In the data, find each line where the word "MANGARATU" appears and list that line.

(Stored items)
===

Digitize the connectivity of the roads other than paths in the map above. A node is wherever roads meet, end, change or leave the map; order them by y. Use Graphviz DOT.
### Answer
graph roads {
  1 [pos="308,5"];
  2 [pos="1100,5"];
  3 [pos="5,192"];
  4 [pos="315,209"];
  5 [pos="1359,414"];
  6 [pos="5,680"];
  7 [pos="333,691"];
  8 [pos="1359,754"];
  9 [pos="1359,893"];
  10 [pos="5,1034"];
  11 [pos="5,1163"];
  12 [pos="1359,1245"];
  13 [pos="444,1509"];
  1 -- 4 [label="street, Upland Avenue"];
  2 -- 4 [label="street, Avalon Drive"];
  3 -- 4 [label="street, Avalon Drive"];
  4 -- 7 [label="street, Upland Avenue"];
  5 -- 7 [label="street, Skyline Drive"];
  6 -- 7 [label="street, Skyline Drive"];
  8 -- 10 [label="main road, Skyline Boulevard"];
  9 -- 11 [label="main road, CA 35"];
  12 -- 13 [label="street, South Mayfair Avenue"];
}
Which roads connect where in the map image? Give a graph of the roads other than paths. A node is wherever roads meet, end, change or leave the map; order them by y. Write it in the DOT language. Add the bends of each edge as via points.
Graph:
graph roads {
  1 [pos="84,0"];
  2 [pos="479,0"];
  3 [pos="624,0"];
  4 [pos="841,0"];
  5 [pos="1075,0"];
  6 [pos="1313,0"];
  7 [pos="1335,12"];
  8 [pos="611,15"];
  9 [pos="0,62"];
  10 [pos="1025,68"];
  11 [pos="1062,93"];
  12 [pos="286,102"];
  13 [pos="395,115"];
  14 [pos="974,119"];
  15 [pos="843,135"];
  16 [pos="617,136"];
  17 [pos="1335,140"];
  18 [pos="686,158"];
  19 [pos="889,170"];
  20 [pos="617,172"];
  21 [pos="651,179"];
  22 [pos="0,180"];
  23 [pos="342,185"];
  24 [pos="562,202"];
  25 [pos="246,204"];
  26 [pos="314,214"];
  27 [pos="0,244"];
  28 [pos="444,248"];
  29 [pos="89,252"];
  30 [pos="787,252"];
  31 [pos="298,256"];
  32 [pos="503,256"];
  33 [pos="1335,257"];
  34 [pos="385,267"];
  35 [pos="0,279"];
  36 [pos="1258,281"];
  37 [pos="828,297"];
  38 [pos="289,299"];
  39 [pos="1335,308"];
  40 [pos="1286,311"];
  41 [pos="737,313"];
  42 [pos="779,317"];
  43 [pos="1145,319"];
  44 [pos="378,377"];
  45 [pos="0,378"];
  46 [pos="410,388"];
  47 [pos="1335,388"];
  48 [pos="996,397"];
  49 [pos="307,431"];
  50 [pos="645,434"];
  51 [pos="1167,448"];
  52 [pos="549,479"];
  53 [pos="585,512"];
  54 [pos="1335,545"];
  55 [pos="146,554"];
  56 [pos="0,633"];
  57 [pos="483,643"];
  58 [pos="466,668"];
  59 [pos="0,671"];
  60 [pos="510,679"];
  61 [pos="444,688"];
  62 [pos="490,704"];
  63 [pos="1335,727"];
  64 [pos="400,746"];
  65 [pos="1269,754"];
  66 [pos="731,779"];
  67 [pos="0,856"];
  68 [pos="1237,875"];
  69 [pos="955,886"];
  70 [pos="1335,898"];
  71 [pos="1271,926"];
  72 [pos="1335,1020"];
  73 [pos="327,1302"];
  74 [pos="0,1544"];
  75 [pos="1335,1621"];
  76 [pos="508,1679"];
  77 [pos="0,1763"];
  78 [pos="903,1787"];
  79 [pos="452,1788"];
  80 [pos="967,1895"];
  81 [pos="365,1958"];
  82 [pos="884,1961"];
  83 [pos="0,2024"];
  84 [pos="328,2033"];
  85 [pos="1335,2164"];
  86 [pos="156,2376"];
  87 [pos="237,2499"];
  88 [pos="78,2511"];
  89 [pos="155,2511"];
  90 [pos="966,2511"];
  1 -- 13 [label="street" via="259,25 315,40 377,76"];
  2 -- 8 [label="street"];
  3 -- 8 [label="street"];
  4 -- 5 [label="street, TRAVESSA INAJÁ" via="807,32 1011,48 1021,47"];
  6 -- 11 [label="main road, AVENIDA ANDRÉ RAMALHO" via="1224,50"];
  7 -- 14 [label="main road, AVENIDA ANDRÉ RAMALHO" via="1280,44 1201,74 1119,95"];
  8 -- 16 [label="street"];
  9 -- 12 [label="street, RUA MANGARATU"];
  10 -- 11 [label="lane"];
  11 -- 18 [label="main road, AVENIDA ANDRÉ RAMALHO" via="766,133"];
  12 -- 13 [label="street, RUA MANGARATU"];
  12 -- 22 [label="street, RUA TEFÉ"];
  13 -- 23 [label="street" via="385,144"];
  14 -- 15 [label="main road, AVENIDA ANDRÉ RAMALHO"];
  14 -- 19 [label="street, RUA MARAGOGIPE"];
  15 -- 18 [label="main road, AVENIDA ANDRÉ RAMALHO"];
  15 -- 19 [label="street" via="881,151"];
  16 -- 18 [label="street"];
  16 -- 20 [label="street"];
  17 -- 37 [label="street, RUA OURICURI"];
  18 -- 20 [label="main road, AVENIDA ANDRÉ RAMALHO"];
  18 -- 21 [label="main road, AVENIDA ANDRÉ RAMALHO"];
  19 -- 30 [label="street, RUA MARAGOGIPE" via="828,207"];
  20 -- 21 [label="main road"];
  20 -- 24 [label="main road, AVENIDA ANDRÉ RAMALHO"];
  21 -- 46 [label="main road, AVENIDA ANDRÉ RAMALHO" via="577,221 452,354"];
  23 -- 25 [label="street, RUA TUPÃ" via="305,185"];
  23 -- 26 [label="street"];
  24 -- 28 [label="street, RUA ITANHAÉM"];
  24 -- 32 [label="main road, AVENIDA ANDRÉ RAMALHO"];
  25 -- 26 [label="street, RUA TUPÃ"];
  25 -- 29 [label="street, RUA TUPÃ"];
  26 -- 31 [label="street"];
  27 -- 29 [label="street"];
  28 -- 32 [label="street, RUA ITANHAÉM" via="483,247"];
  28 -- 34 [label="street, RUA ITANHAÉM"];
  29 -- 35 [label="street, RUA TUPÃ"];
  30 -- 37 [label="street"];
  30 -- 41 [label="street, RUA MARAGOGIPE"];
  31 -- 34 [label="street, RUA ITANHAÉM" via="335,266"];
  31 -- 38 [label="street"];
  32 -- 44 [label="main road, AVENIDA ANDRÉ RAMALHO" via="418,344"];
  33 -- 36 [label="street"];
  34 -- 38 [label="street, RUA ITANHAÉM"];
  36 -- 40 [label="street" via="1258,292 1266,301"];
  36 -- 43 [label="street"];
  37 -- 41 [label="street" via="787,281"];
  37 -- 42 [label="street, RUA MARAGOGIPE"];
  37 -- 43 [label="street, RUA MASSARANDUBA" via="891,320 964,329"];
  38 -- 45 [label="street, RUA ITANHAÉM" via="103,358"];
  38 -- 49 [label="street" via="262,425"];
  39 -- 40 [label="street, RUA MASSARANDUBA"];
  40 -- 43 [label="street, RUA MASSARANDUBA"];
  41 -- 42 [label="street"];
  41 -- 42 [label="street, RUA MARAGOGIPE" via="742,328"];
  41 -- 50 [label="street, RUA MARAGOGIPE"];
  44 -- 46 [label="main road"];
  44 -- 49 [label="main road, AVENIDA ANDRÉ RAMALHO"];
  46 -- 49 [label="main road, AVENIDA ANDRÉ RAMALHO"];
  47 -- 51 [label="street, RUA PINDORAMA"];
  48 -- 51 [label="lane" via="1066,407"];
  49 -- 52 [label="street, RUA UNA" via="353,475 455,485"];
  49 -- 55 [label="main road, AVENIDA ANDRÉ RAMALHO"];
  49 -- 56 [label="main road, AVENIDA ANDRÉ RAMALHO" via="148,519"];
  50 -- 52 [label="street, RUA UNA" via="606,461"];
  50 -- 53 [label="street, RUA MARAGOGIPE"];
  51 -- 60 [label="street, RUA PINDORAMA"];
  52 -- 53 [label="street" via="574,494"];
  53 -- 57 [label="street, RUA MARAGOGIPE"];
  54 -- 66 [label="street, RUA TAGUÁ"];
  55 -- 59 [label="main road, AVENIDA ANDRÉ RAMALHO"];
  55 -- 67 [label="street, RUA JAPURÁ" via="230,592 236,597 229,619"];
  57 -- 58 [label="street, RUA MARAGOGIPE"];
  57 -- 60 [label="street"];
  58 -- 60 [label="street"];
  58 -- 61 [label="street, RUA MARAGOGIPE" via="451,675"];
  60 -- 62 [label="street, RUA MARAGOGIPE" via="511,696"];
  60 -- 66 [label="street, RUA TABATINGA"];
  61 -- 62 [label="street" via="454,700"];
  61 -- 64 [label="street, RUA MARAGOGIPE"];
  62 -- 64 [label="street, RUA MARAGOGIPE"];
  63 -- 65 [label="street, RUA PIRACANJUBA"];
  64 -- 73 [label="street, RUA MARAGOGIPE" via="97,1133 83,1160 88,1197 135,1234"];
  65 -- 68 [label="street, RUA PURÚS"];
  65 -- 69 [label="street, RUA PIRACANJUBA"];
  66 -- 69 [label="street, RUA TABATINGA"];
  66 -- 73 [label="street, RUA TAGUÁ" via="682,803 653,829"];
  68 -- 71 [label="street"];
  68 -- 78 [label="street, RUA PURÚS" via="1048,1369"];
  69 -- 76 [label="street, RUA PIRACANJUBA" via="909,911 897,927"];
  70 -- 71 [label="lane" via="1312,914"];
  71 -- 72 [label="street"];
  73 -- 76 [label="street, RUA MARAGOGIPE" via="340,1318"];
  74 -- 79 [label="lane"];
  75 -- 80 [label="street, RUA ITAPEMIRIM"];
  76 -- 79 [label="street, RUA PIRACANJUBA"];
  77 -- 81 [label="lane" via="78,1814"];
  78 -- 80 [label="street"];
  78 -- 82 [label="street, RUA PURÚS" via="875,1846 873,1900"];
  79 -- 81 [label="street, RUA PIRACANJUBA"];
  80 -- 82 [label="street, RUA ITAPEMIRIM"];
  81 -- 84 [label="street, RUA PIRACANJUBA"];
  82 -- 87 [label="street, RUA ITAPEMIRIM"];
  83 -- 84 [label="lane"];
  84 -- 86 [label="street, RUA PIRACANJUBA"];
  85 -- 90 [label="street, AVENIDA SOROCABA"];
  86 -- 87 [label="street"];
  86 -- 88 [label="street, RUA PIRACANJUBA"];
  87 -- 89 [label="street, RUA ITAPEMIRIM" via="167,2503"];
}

===

◆ Task response:
  9 -- 12 [label="street, RUA MANGARATU"];
  12 -- 13 [label="street, RUA MANGARATU"];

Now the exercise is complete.